(MATERIAL SUPPLIED Opens)

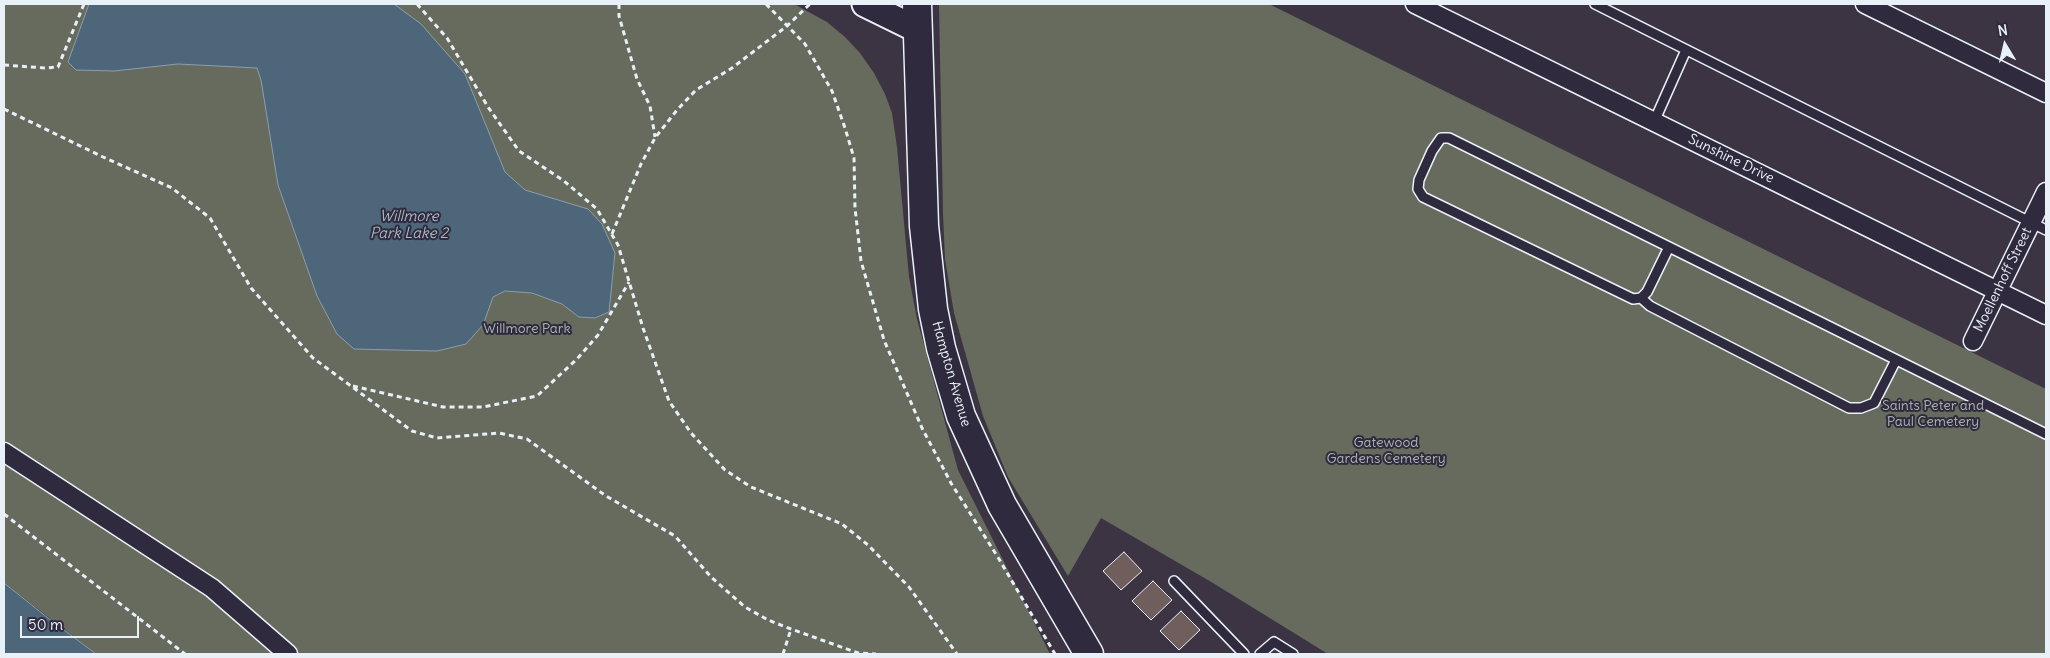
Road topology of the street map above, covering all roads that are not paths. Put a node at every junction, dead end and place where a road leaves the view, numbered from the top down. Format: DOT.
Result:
graph roads {
  1 [pos="865,4"];
  2 [pos="1415,4"];
  3 [pos="1595,4"];
  4 [pos="1865,4"];
  5 [pos="918,17"];
  6 [pos="1686,50"];
  7 [pos="2046,93"];
  8 [pos="1654,122"];
  9 [pos="2046,192"];
  10 [pos="2039,226"];
  11 [pos="1669,247"];
  12 [pos="1998,291"];
  13 [pos="1641,298"];
  14 [pos="2046,315"];
  15 [pos="1973,341"];
  16 [pos="1896,360"];
  17 [pos="2046,434"];
  18 [pos="4,452"];
  19 [pos="1174,582"];
  20 [pos="288,654"];
  21 [pos="1089,654"];
  22 [pos="1244,654"];
  23 [pos="1260,654"];
  24 [pos="1293,654"];
  1 -- 5 [label="main road"];
  2 -- 8 [label="street, Sunshine Drive"];
  3 -- 6 [label="lane"];
  4 -- 7 [label="street"];
  5 -- 21 [label="main road, Hampton Avenue"];
  6 -- 8 [label="lane"];
  6 -- 10 [label="lane"];
  8 -- 12 [label="street, Sunshine Drive"];
  9 -- 10 [label="street, Moellenhoff Street"];
  10 -- 12 [label="street, Moellenhoff Street"];
  11 -- 13 [label="lane"];
  11 -- 13 [label="lane"];
  11 -- 16 [label="lane"];
  12 -- 14 [label="street, Sunshine Drive"];
  12 -- 15 [label="street, Moellenhoff Street"];
  13 -- 16 [label="lane"];
  16 -- 17 [label="lane"];
  18 -- 20 [label="street"];
  19 -- 22 [label="lane"];
  23 -- 24 [label="lane"];
}
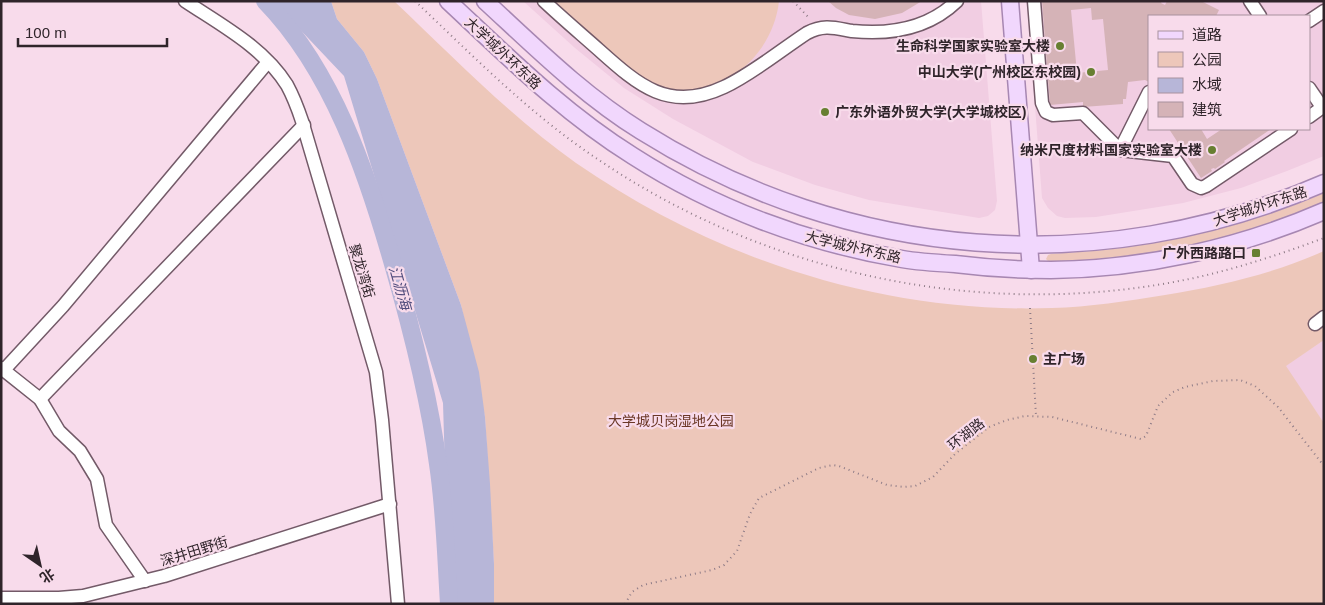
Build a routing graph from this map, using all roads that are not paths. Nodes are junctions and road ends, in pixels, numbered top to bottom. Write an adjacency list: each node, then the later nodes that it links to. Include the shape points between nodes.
1 (185, 1): 13 (street, 聚龙湾街, via 234,33)
2 (448, 1): 24 (main road, 大学城外环东路, via 559,104 633,156 711,199 794,233 862,251 904,259)
3 (485, 1): 23 (main road, 大学城外环东路, via 563,73 618,116 722,176 778,200 868,227 950,240)
4 (544, 1): 5 (street, via 636,82 658,94 678,98 700,96 724,87 819,28 899,31 936,17)
5 (957, 1)
6 (999, 1): 23 (main road)
7 (1010, 1): 23 (main road)
8 (1034, 1): 20 (street, via 1044,109 1053,116 1083,113)
9 (1250, 1): 11 (street)
10 (1324, 11): 12 (street)
11 (1259, 15)
12 (1310, 21)
13 (268, 62): 18 (street, 聚龙湾街, via 287,86); 25 (street, via 63,306)
14 (1310, 89): 16 (street)
15 (1148, 94): 20 (street)
16 (1323, 107): 17 (street)
17 (1310, 115)
18 (304, 125): 26 (street); 27 (street, 聚龙湾街, via 376,372)
19 (1290, 130): 20 (street, via 1201,188 1192,184 1173,156)
20 (1120, 150)
21 (1324, 183): 23 (main road, 大学城外环东路, via 1200,225 1117,240)
22 (1324, 211): 24 (main road, 大学城外环东路, via 1254,237 1189,254 1118,266)
23 (1023, 244): 24 (main road)
24 (1025, 270)
25 (2, 369): 26 (street)
26 (40, 399): 28 (street, via 59,431 80,451 97,479 106,525)
27 (390, 504): 28 (street, 深井田野街); 30 (street, 聚龙湾街)
28 (145, 581): 29 (street, 深井田野街, via 83,596)
29 (1, 598)
30 (398, 604)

(MATERIAL SUPPLIED Closes)

* _TASK OBJECTIVE_
Copy from the entries only those lines that hold the word "lane".

* _RESPONSE_
  3 -- 6 [label="lane"];
  6 -- 8 [label="lane"];
  6 -- 10 [label="lane"];
  11 -- 13 [label="lane"];
  11 -- 13 [label="lane"];
  11 -- 16 [label="lane"];
  13 -- 16 [label="lane"];
  16 -- 17 [label="lane"];
  19 -- 22 [label="lane"];
  23 -- 24 [label="lane"];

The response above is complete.